+++ Records +++

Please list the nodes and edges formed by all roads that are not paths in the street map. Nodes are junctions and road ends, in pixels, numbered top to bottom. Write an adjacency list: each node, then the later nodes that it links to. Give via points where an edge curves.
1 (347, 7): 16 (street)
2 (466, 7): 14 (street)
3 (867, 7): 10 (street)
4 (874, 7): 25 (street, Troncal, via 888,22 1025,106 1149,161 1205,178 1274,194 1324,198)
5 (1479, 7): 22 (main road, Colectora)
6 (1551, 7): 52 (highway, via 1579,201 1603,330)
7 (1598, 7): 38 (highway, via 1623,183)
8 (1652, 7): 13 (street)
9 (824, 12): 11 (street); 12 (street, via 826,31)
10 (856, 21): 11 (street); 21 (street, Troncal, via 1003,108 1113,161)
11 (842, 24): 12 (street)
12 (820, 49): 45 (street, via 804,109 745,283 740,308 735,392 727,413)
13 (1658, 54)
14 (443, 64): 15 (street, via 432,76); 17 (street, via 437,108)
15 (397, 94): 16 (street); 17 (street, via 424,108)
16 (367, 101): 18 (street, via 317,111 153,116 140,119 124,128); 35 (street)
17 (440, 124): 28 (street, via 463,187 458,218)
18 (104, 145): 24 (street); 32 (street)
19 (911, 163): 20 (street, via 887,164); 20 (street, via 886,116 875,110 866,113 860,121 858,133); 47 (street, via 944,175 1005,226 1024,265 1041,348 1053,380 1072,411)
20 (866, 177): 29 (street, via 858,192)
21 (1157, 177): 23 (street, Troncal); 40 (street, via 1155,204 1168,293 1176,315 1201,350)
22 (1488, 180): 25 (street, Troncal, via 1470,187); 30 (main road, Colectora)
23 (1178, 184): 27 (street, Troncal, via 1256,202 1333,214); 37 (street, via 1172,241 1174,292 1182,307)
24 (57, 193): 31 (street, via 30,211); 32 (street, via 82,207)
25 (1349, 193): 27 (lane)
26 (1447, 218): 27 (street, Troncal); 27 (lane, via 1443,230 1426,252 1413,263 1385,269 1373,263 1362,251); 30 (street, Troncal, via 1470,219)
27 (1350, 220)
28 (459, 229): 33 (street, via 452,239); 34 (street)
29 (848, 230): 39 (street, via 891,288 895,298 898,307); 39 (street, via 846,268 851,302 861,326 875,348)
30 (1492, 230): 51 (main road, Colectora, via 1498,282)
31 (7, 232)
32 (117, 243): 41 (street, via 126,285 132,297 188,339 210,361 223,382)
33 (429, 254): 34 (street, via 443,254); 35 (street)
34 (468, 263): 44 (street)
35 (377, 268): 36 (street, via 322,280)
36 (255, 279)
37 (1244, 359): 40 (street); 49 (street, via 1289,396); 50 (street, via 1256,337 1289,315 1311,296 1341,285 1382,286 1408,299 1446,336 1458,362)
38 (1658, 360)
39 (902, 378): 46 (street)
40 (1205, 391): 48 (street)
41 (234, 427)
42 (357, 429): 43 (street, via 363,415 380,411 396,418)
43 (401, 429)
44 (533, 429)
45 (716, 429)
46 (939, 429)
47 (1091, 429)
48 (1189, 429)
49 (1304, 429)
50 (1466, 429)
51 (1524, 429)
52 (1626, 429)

+++

§ Work order: Copy out each line of the entries above that holds "lane".

§ Answer to this exercise:
25 (1349, 193): 27 (lane)
26 (1447, 218): 27 (street, Troncal); 27 (lane, via 1443,230 1426,252 1413,263 1385,269 1373,263 1362,251); 30 (street, Troncal, via 1470,219)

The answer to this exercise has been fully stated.